Hdm2 is a ubiquitin ligase of Ku70-Akt promotes cell survival by inhibiting Hdm2-dependent Ku70 destabilization.

Earlier, we have reported that 70 kDa subunit of Ku protein heterodimer (Ku70) binds and inhibits Bax activity in the cytosol and that ubiquitin (Ub)-dependent proteolysis of cytosolic Ku70 facilitates Bax-mediated apoptosis. We found that Hdm2 (human homolog of murine double minute) has an ability to ubiquitinate Ku70 and that Hdm2 overexpression in cultured cells causes a decrease in Ku70 expression levels. An interaction between Ku70 and Hdm2 was shown by means of immunoprecipitation, whereas none could be shown between 80 kDa subunit of Ku protein heterodimer and Hdm2. Vascular endothelial growth factor (VEGF) is known to inhibit endothelial cell (EC) apoptosis through an Akt-mediated survival kinase signal; however, the mechanism underlying this inhibition of apoptosis has not been fully elucidated.
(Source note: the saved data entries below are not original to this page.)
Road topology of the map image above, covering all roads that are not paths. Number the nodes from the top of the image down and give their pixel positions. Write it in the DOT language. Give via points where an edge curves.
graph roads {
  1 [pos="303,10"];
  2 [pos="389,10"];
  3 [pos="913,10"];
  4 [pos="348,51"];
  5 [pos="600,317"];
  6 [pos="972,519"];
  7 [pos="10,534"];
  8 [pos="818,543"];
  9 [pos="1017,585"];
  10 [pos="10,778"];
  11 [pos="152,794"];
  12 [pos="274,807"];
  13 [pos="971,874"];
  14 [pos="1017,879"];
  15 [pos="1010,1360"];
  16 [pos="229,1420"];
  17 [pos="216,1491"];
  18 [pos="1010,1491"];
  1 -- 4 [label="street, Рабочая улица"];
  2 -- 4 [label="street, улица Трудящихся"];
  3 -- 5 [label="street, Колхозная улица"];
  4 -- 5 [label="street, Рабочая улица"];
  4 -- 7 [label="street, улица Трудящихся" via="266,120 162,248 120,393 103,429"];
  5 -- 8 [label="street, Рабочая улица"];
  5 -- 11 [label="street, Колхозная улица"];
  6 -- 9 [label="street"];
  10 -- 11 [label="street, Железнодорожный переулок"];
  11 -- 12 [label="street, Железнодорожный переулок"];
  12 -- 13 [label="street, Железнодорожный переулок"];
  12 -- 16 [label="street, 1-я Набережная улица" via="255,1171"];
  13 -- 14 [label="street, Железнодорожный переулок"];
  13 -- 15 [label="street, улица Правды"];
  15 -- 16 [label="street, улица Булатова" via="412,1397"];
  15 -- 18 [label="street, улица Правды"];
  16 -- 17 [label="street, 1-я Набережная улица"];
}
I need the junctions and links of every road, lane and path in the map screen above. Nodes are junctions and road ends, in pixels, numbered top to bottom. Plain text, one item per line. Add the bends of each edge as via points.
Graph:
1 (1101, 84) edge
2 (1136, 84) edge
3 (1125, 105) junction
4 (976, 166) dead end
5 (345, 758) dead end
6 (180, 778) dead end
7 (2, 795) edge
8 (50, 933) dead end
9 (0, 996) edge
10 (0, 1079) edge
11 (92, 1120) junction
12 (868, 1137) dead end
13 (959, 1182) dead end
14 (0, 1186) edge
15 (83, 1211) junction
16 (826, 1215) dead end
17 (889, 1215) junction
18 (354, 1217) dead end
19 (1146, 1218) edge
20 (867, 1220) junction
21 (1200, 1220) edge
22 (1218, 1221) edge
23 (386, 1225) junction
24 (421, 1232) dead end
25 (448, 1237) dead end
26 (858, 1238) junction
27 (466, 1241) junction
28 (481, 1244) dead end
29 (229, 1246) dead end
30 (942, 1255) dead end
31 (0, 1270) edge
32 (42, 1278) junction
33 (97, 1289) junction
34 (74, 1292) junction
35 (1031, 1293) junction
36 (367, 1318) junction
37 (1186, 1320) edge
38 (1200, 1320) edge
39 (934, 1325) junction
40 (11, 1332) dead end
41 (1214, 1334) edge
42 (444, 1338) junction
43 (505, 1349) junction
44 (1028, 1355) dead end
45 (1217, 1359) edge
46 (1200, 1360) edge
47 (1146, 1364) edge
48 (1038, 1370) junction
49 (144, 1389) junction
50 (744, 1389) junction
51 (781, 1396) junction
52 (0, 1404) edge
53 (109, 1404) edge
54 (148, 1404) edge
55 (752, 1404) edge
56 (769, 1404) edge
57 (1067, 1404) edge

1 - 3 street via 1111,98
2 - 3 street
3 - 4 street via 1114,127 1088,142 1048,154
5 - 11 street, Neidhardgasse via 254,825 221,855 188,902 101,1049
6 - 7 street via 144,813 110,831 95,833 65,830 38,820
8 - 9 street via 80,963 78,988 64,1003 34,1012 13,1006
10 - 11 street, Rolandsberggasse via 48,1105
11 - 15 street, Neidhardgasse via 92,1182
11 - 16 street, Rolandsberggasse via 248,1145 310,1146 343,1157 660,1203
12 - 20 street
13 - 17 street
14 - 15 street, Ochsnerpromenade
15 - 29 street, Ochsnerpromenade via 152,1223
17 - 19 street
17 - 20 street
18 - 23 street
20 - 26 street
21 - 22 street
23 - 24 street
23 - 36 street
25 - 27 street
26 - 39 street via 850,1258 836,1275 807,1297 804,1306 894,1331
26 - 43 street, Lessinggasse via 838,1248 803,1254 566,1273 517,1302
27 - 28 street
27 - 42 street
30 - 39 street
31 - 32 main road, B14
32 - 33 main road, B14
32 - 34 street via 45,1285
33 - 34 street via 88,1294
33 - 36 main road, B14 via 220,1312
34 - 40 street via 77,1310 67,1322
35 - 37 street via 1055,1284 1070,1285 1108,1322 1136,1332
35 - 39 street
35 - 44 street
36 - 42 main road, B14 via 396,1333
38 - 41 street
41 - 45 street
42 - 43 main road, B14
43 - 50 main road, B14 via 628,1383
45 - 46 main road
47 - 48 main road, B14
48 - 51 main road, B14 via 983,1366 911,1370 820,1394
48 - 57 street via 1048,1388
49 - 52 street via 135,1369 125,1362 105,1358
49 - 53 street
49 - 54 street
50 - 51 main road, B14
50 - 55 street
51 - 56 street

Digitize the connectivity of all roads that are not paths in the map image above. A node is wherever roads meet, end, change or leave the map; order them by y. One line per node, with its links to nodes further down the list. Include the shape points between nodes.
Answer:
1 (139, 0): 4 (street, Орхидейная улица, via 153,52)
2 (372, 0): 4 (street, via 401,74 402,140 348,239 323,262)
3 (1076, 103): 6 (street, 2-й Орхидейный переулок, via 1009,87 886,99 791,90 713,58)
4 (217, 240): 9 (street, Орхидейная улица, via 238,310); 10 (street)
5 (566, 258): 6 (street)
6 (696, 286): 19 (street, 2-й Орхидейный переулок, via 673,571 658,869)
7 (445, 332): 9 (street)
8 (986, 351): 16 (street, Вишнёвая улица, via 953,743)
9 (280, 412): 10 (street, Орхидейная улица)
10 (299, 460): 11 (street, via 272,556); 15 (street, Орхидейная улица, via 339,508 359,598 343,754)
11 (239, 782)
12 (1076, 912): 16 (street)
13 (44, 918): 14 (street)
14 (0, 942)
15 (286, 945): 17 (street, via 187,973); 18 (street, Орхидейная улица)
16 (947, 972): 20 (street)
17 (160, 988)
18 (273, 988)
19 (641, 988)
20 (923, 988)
We found that VEGF inhibited cytosolic Ku70 degradation induced by apoptotic stress. It is known that Akt-dependent phosphorylation of Hdm2 causes nuclear translocation of Hdm2 followed by Hdm2-mediated inactivation of p53. We found that VEGF stimulated nuclear translocation of Hdm2 in EC and efficiently inhibited Ku70 degradation. We also found that constitutively active Akt, but not kinase-dead Akt, inhibited Ku70 degradation in the cytosol. Furthermore, Ku70 knockdown diminished antiapoptotic activity of Akt. Taken together, we propose that Hdm2 is a Ku70 Ub ligase and that Akt inhibits Bax-mediated apoptosis, at least in part, by maintaining Ku70 levels through the promotion of Hdm2 nuclear translocation.